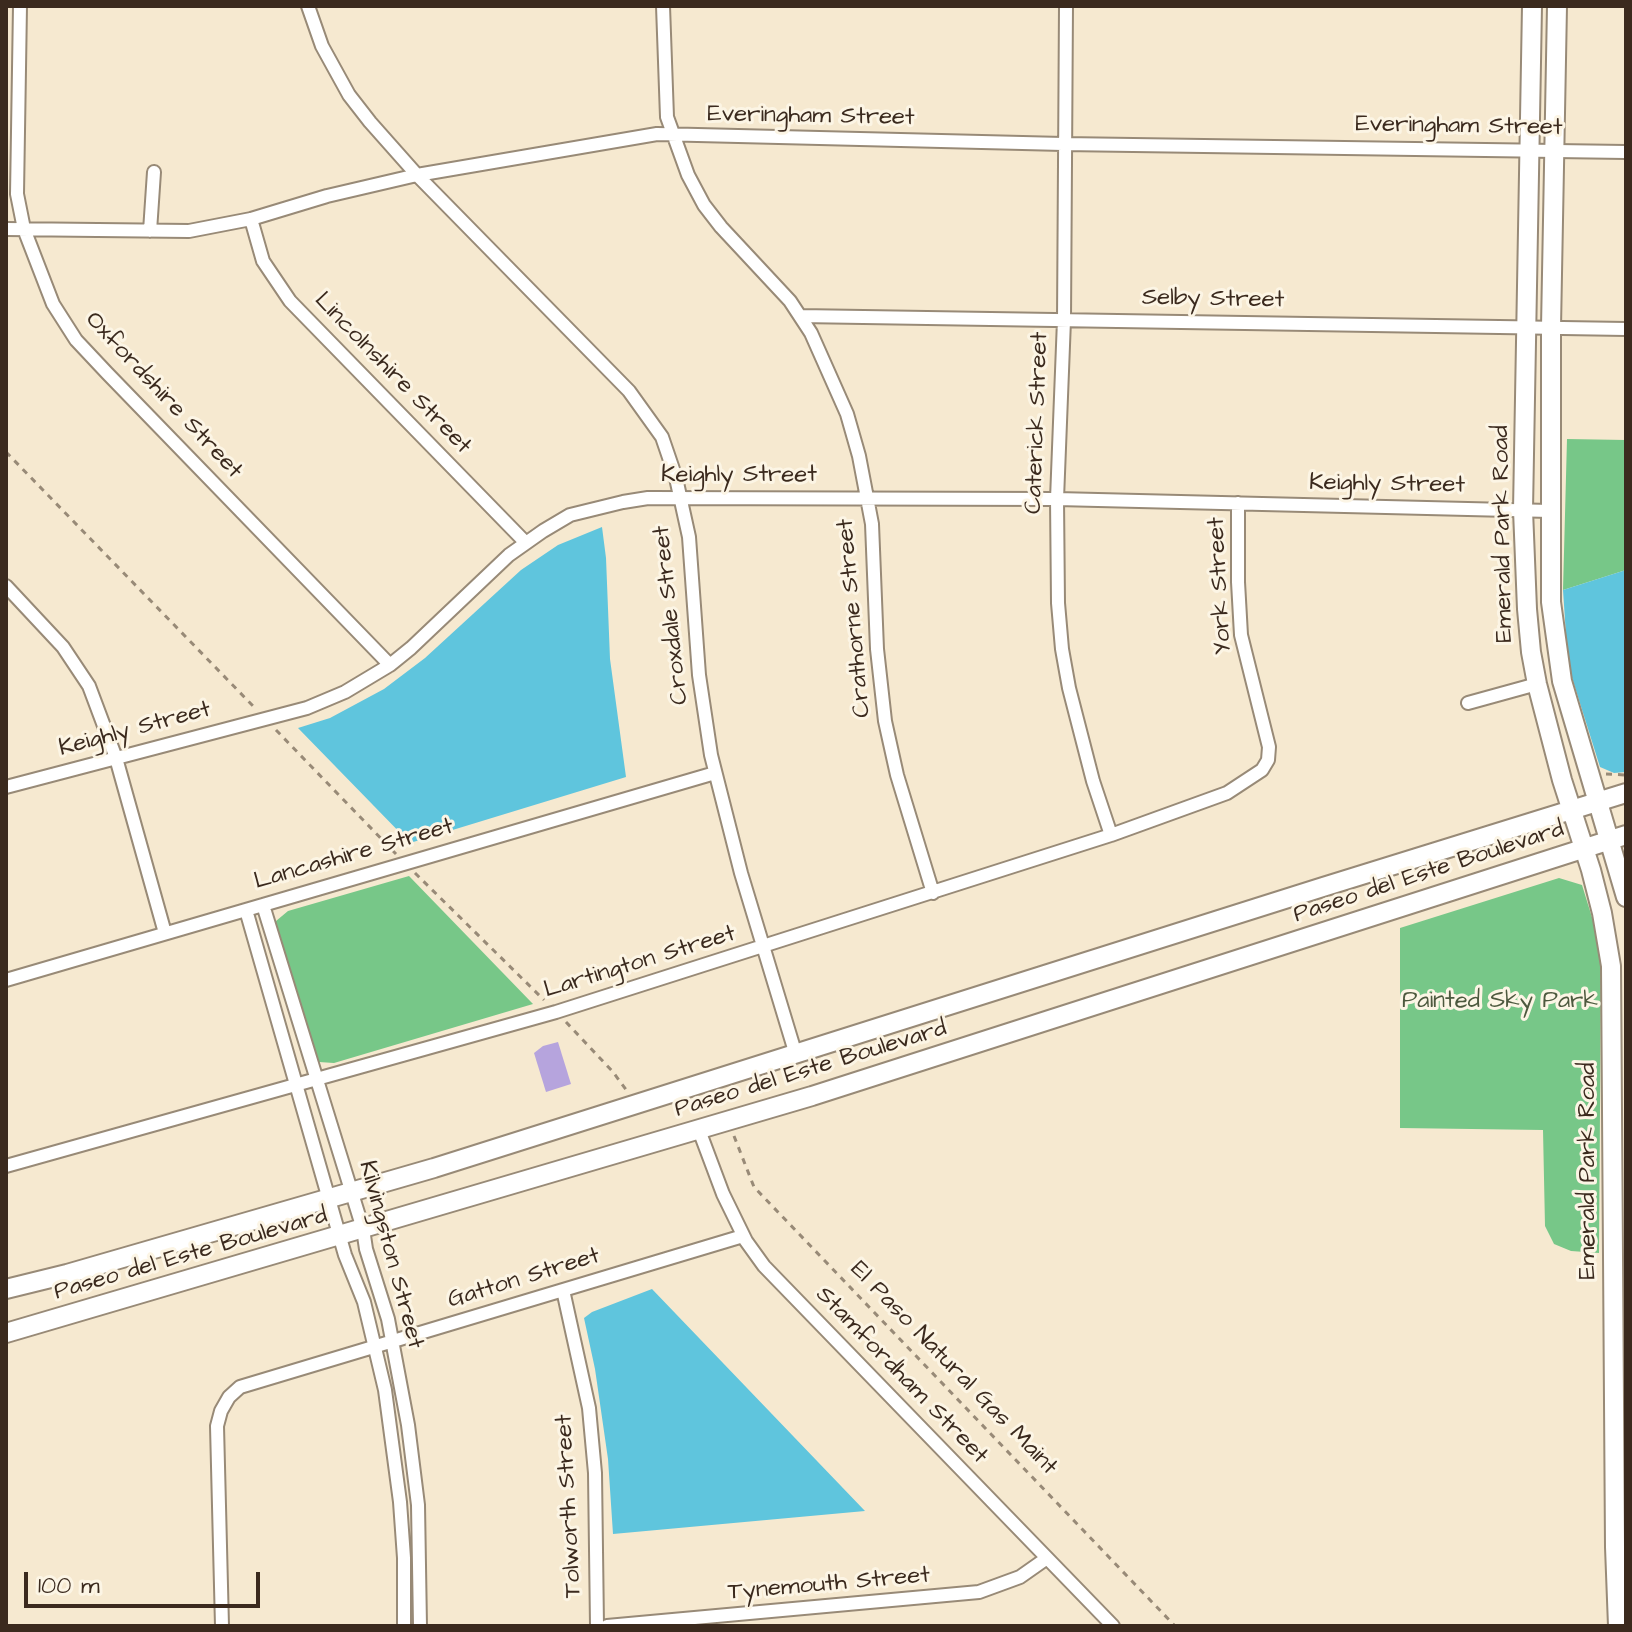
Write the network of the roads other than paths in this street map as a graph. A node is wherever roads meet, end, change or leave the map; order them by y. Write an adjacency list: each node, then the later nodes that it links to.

...

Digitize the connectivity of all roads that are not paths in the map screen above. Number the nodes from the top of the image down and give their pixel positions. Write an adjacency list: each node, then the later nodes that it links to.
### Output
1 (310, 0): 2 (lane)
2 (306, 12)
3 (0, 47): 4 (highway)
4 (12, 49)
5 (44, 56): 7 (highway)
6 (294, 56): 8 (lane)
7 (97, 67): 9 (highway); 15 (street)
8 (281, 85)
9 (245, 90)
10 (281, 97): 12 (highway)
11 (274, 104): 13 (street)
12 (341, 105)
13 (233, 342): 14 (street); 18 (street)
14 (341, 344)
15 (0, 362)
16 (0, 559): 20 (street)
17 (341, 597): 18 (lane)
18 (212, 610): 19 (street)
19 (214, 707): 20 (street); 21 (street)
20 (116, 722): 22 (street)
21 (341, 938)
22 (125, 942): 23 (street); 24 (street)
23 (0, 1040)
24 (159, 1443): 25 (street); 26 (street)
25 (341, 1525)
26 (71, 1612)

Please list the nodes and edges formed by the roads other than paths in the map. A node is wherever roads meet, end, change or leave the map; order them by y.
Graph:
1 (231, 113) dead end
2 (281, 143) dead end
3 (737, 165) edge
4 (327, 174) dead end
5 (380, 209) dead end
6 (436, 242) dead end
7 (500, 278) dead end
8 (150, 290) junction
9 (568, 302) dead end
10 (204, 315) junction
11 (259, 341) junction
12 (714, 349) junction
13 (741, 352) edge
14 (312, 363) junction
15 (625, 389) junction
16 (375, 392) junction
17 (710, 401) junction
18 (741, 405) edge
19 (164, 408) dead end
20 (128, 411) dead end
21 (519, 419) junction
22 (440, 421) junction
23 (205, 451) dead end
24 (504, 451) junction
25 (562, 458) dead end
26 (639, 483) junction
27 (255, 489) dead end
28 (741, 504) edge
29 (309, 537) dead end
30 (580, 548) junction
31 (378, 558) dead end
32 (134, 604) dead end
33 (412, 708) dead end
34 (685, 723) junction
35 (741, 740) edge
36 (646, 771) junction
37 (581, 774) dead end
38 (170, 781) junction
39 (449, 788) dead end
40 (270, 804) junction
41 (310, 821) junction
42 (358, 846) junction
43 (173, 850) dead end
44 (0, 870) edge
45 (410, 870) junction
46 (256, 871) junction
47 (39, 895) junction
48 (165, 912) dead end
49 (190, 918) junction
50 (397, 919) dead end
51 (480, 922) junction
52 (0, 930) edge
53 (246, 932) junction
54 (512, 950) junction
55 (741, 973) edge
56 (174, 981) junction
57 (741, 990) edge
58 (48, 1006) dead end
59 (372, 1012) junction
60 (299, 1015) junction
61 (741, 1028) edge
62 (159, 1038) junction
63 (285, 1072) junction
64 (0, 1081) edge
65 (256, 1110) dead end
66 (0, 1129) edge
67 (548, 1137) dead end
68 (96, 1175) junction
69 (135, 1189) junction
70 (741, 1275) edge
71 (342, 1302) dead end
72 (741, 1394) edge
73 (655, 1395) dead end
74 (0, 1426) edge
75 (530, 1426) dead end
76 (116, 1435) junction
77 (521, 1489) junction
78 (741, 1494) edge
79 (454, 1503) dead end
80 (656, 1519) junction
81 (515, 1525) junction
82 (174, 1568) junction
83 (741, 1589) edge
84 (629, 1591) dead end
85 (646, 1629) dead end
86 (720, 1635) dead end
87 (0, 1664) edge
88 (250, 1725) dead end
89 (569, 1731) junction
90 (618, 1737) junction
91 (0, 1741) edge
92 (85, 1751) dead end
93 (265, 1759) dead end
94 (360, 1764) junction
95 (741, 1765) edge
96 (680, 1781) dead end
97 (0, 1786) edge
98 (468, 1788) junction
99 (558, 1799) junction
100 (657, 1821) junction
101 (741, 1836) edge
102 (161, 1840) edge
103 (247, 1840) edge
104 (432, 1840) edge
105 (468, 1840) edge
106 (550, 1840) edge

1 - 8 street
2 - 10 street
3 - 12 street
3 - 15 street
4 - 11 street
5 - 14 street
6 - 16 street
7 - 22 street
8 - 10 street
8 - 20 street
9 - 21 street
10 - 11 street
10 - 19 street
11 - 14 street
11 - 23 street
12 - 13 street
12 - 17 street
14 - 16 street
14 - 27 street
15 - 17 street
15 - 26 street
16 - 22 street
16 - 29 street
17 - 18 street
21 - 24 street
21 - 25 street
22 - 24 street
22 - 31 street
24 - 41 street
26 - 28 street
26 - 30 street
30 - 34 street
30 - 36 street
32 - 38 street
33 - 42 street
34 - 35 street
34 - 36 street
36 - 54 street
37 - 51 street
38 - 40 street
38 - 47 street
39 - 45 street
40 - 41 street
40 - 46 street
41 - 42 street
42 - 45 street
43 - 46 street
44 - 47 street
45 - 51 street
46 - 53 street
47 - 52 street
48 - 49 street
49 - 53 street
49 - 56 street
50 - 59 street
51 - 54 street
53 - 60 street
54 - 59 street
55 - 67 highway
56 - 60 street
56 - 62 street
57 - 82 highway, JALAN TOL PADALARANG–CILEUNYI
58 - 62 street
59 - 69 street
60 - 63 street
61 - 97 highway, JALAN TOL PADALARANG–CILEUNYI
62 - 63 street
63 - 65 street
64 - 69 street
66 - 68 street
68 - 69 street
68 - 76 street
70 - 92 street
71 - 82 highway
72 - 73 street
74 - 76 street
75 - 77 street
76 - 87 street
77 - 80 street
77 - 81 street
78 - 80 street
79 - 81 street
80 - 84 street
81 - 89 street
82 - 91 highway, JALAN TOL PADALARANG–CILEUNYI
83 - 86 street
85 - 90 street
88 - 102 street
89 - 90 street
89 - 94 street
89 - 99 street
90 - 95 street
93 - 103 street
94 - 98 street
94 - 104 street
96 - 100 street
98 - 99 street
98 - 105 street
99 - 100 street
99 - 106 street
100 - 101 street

...

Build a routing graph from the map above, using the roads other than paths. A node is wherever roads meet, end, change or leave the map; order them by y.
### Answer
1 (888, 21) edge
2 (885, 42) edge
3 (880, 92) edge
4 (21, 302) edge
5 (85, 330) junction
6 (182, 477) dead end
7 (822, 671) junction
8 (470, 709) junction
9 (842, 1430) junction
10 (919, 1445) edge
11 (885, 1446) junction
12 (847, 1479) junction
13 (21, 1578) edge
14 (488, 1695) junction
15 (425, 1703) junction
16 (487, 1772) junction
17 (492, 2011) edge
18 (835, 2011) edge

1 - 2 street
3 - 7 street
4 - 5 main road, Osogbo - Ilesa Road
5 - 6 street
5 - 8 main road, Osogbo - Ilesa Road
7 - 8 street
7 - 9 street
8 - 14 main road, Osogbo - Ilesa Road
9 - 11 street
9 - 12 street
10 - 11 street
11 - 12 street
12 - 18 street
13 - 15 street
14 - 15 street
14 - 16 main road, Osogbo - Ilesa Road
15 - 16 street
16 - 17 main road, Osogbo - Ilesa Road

How to complete this task
Among the entries above, the lines between the ones containing "Digitize the connectivity" and "Please list the", inclusive, are to be transcribed exactly. No other line is to be given.

Task response
Digitize the connectivity of all roads that are not paths in the map screen above. Number the nodes from the top of the image down and give their pixel positions. Write an adjacency list: each node, then the later nodes that it links to.
### Output
1 (310, 0): 2 (lane)
2 (306, 12)
3 (0, 47): 4 (highway)
4 (12, 49)
5 (44, 56): 7 (highway)
6 (294, 56): 8 (lane)
7 (97, 67): 9 (highway); 15 (street)
8 (281, 85)
9 (245, 90)
10 (281, 97): 12 (highway)
11 (274, 104): 13 (street)
12 (341, 105)
13 (233, 342): 14 (street); 18 (street)
14 (341, 344)
15 (0, 362)
16 (0, 559): 20 (street)
17 (341, 597): 18 (lane)
18 (212, 610): 19 (street)
19 (214, 707): 20 (street); 21 (street)
20 (116, 722): 22 (street)
21 (341, 938)
22 (125, 942): 23 (street); 24 (street)
23 (0, 1040)
24 (159, 1443): 25 (street); 26 (street)
25 (341, 1525)
26 (71, 1612)

Please list the nodes and edges formed by the roads other than paths in the map. A node is wherever roads meet, end, change or leave the map; order them by y.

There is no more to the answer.